_WHAT THE TASK REQUIRES_:
Wherever the string "Avenue" appears in the records, return the line that holds it.

Stored data:
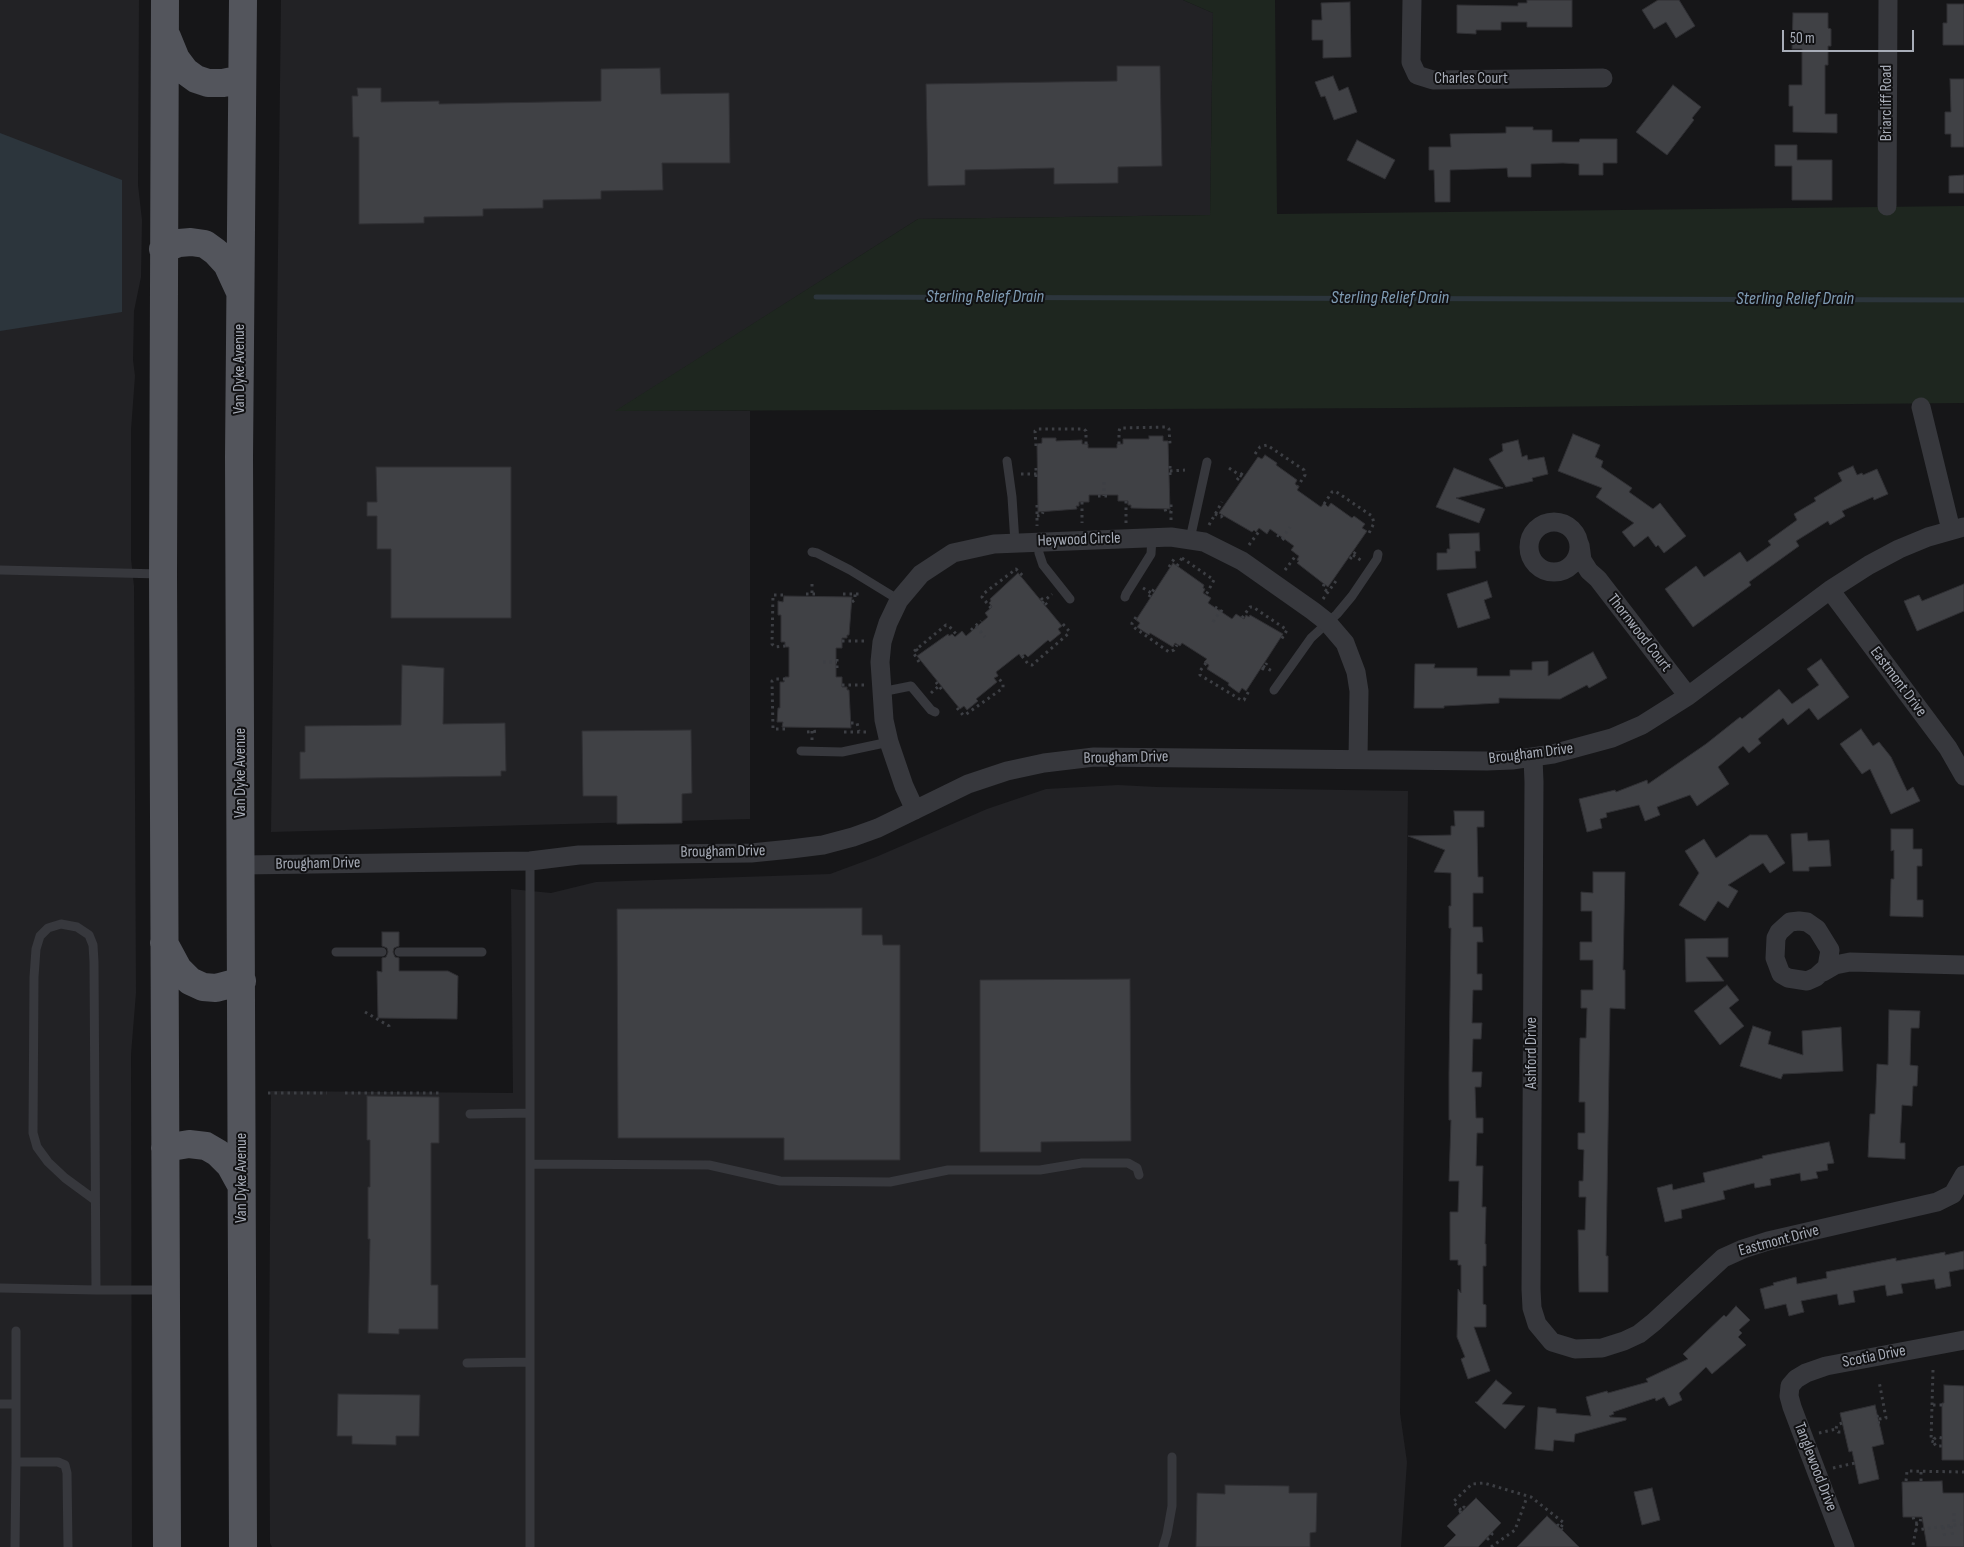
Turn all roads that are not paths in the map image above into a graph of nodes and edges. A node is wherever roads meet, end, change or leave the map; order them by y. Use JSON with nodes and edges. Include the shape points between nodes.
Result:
{"nodes":[{"id":1,"x":165,"y":0,"type":"edge"},
{"id":2,"x":242,"y":0,"type":"edge"},
{"id":3,"x":1412,"y":0,"type":"edge"},
{"id":4,"x":1888,"y":0,"type":"edge"},
{"id":5,"x":165,"y":31,"type":"junction"},
{"id":6,"x":1603,"y":78,"type":"dead end"},
{"id":7,"x":242,"y":79,"type":"junction"},
{"id":8,"x":1887,"y":206,"type":"dead end"},
{"id":9,"x":163,"y":248,"type":"junction"},
{"id":10,"x":240,"y":292,"type":"junction"},
{"id":11,"x":1921,"y":408,"type":"dead end"},
{"id":12,"x":1007,"y":461,"type":"dead end"},
{"id":13,"x":1207,"y":462,"type":"dead end"},
{"id":14,"x":1958,"y":529,"type":"edge"},
{"id":15,"x":1038,"y":534,"type":"junction"},
{"id":16,"x":1152,"y":537,"type":"junction"},
{"id":17,"x":1190,"y":539,"type":"junction"},
{"id":18,"x":1015,"y":543,"type":"junction"},
{"id":19,"x":1580,"y":545,"type":"junction"},
{"id":20,"x":812,"y":552,"type":"dead end"},
{"id":21,"x":1378,"y":554,"type":"dead end"},
{"id":22,"x":0,"y":570,"type":"edge"},
{"id":23,"x":1562,"y":571,"type":"junction"},
{"id":24,"x":1588,"y":571,"type":"junction"},
{"id":25,"x":163,"y":574,"type":"junction"},
{"id":26,"x":1830,"y":590,"type":"junction"},
{"id":27,"x":1125,"y":597,"type":"dead end"},
{"id":28,"x":1070,"y":599,"type":"dead end"},
{"id":29,"x":899,"y":600,"type":"junction"},
{"id":30,"x":1327,"y":622,"type":"junction"},
{"id":31,"x":873,"y":688,"type":"junction"},
{"id":32,"x":1274,"y":690,"type":"dead end"},
{"id":33,"x":1688,"y":696,"type":"junction"},
{"id":34,"x":935,"y":712,"type":"dead end"},
{"id":35,"x":889,"y":742,"type":"junction"},
{"id":36,"x":801,"y":752,"type":"dead end"},
{"id":37,"x":1533,"y":758,"type":"junction"},
{"id":38,"x":1358,"y":759,"type":"junction"},
{"id":39,"x":1964,"y":776,"type":"edge"},
{"id":40,"x":915,"y":810,"type":"junction"},
{"id":41,"x":530,"y":861,"type":"junction"},
{"id":42,"x":242,"y":865,"type":"junction"},
{"id":43,"x":164,"y":943,"type":"junction"},
{"id":44,"x":1830,"y":950,"type":"junction"},
{"id":45,"x":336,"y":952,"type":"dead end"},
{"id":46,"x":382,"y":952,"type":"dead end"},
{"id":47,"x":399,"y":952,"type":"dead end"},
{"id":48,"x":482,"y":952,"type":"dead end"},
{"id":49,"x":1850,"y":962,"type":"junction"},
{"id":50,"x":1964,"y":965,"type":"edge"},
{"id":51,"x":1823,"y":972,"type":"junction"},
{"id":52,"x":242,"y":981,"type":"junction"},
{"id":53,"x":530,"y":1113,"type":"junction"},
{"id":54,"x":470,"y":1114,"type":"dead end"},
{"id":55,"x":165,"y":1148,"type":"junction"},
{"id":56,"x":530,"y":1164,"type":"junction"},
{"id":57,"x":1964,"y":1175,"type":"edge"},
{"id":58,"x":1139,"y":1176,"type":"dead end"},
{"id":59,"x":242,"y":1185,"type":"junction"},
{"id":60,"x":95,"y":1200,"type":"junction"},
{"id":61,"x":0,"y":1288,"type":"edge"},
{"id":62,"x":96,"y":1290,"type":"junction"},
{"id":63,"x":165,"y":1290,"type":"junction"},
{"id":64,"x":16,"y":1331,"type":"dead end"},
{"id":65,"x":1964,"y":1340,"type":"edge"},
{"id":66,"x":1552,"y":1342,"type":"joint"},
{"id":67,"x":529,"y":1362,"type":"junction"},
{"id":68,"x":468,"y":1363,"type":"dead end"},
{"id":69,"x":1790,"y":1386,"type":"joint"},
{"id":70,"x":0,"y":1404,"type":"edge"},
{"id":71,"x":16,"y":1404,"type":"junction"},
{"id":72,"x":1172,"y":1457,"type":"dead end"},
{"id":73,"x":16,"y":1462,"type":"junction"},
{"id":74,"x":15,"y":1547,"type":"edge"},
{"id":75,"x":68,"y":1547,"type":"edge"},
{"id":76,"x":166,"y":1547,"type":"edge"},
{"id":77,"x":243,"y":1547,"type":"edge"},
{"id":78,"x":530,"y":1547,"type":"edge"},
{"id":79,"x":1162,"y":1547,"type":"edge"},
{"id":80,"x":1845,"y":1547,"type":"edge"}],
"edges":[{"from":1,"to":5,"type":"main road"},
{"from":2,"to":7,"type":"main road","name":"Van Dyke Avenue"},
{"from":3,"to":6,"type":"street","name":"Charles Court","via":[[1411,62],[1417,76],[1433,80]]},
{"from":4,"to":8,"type":"street","name":"Briarcliff Road"},
{"from":5,"to":7,"type":"main road","via":[[176,60],[196,79],[208,83]]},
{"from":5,"to":9,"type":"main road"},
{"from":7,"to":10,"type":"main road","name":"Van Dyke Avenue"},
{"from":9,"to":10,"type":"main road","via":[[179,243],[205,244],[226,264]]},
{"from":9,"to":25,"type":"main road"},
{"from":10,"to":42,"type":"main road","name":"Van Dyke Avenue"},
{"from":11,"to":14,"type":"street"},
{"from":12,"to":18,"type":"lane"},
{"from":13,"to":17,"type":"lane"},
{"from":14,"to":26,"type":"street","name":"Brougham Drive","via":[[1899,549]]},
{"from":15,"to":16,"type":"street","name":"Heywood Circle"},
{"from":15,"to":18,"type":"street","name":"Heywood Circle"},
{"from":15,"to":28,"type":"lane","via":[[1043,565]]},
{"from":16,"to":17,"type":"street","name":"Heywood Circle"},
{"from":16,"to":27,"type":"lane","via":[[1151,554]]},
{"from":17,"to":30,"type":"street","name":"Heywood Circle","via":[[1213,546],[1242,561]]},
{"from":18,"to":29,"type":"street","name":"Heywood Circle","via":[[973,547],[952,553],[921,574]]},
{"from":19,"to":23,"type":"street","via":[[1575,561]]},
{"from":19,"to":23,"type":"street","name":"Thornwood Court","via":[[1574,530],[1560,522],[1544,524],[1532,534],[1529,542],[1532,559],[1553,572]]},
{"from":19,"to":24,"type":"street","name":"Thornwood Court"},
{"from":20,"to":29,"type":"lane","via":[[850,570]]},
{"from":21,"to":30,"type":"lane","via":[[1352,596]]},
{"from":22,"to":25,"type":"lane"},
{"from":23,"to":24,"type":"street","name":"Thornwood Court"},
{"from":24,"to":33,"type":"street","name":"Thornwood Court","via":[[1598,579]]},
{"from":25,"to":43,"type":"main road"},
{"from":26,"to":33,"type":"street","name":"Brougham Drive"},
{"from":26,"to":39,"type":"street","name":"Eastmont Drive","via":[[1948,748]]},
{"from":29,"to":31,"type":"street","name":"Heywood Circle","via":[[882,642]]},
{"from":30,"to":32,"type":"lane","via":[[1311,638]]},
{"from":30,"to":38,"type":"street","name":"Heywood Circle","via":[[1345,643],[1356,672],[1359,691]]},
{"from":31,"to":34,"type":"lane","via":[[911,686]]},
{"from":31,"to":35,"type":"street","name":"Heywood Circle"},
{"from":33,"to":37,"type":"street","name":"Brougham Drive","via":[[1642,725],[1612,738]]},
{"from":35,"to":36,"type":"lane","via":[[842,752]]},
{"from":35,"to":40,"type":"street","name":"Heywood Circle"},
{"from":37,"to":38,"type":"street","name":"Brougham Drive","via":[[1486,761]]},
{"from":37,"to":66,"type":"street","name":"Ashford Drive","via":[[1531,1289],[1537,1324]]},
{"from":38,"to":40,"type":"street","name":"Brougham Drive","via":[[1094,757],[1007,771],[968,784]]},
{"from":40,"to":41,"type":"street","name":"Brougham Drive","via":[[878,828],[823,845],[751,852],[580,855]]},
{"from":41,"to":42,"type":"street","name":"Brougham Drive"},
{"from":41,"to":53,"type":"lane"},
{"from":42,"to":52,"type":"main road","name":"Van Dyke Avenue"},
{"from":43,"to":52,"type":"main road","via":[[178,969],[202,987],[216,988]]},
{"from":43,"to":55,"type":"main road"},
{"from":44,"to":49,"type":"street"},
{"from":44,"to":51,"type":"street","via":[[1830,960]]},
{"from":44,"to":51,"type":"street","via":[[1817,928],[1807,922],[1790,922],[1776,938],[1776,958],[1781,974],[1807,981]]},
{"from":45,"to":46,"type":"lane"},
{"from":47,"to":48,"type":"lane"},
{"from":49,"to":50,"type":"street"},
{"from":49,"to":51,"type":"street"},
{"from":52,"to":59,"type":"main road","name":"Van Dyke Avenue"},
{"from":53,"to":54,"type":"lane"},
{"from":53,"to":56,"type":"lane"},
{"from":55,"to":59,"type":"main road","via":[[190,1144],[206,1146],[230,1165]]},
{"from":55,"to":63,"type":"main road"},
{"from":56,"to":58,"type":"lane","via":[[708,1165],[780,1182],[890,1182],[948,1170],[1040,1170],[1082,1163],[1128,1163],[1137,1168]]},
{"from":56,"to":67,"type":"lane"},
{"from":57,"to":66,"type":"street","name":"Eastmont Drive","via":[[1952,1194],[1938,1202],[1743,1248],[1723,1258],[1654,1322],[1624,1341],[1602,1348],[1584,1349]]},
{"from":59,"to":77,"type":"main road","name":"Van Dyke Avenue"},
{"from":60,"to":60,"type":"lane","via":[[93,945],[89,935],[77,927],[61,924],[48,928],[40,936],[36,949],[34,1133],[37,1147],[48,1162]]},
{"from":60,"to":62,"type":"lane"},
{"from":61,"to":62,"type":"lane"},
{"from":62,"to":63,"type":"lane"},
{"from":63,"to":76,"type":"main road"},
{"from":64,"to":71,"type":"lane"},
{"from":65,"to":69,"type":"street","name":"Scotia Drive","via":[[1826,1366],[1806,1373]]},
{"from":67,"to":68,"type":"lane"},
{"from":67,"to":78,"type":"lane"},
{"from":69,"to":80,"type":"street","name":"Tanglewood Drive","via":[[1792,1407]]},
{"from":70,"to":71,"type":"lane"},
{"from":71,"to":73,"type":"lane"},
{"from":72,"to":79,"type":"lane","via":[[1172,1506]]},
{"from":73,"to":74,"type":"lane"},
{"from":73,"to":75,"type":"lane","via":[[58,1462],[65,1465]]}]}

_RESULT_:
{"from":2,"to":7,"type":"main road","name":"Van Dyke Avenue"},
{"from":7,"to":10,"type":"main road","name":"Van Dyke Avenue"},
{"from":10,"to":42,"type":"main road","name":"Van Dyke Avenue"},
{"from":42,"to":52,"type":"main road","name":"Van Dyke Avenue"},
{"from":52,"to":59,"type":"main road","name":"Van Dyke Avenue"},
{"from":59,"to":77,"type":"main road","name":"Van Dyke Avenue"},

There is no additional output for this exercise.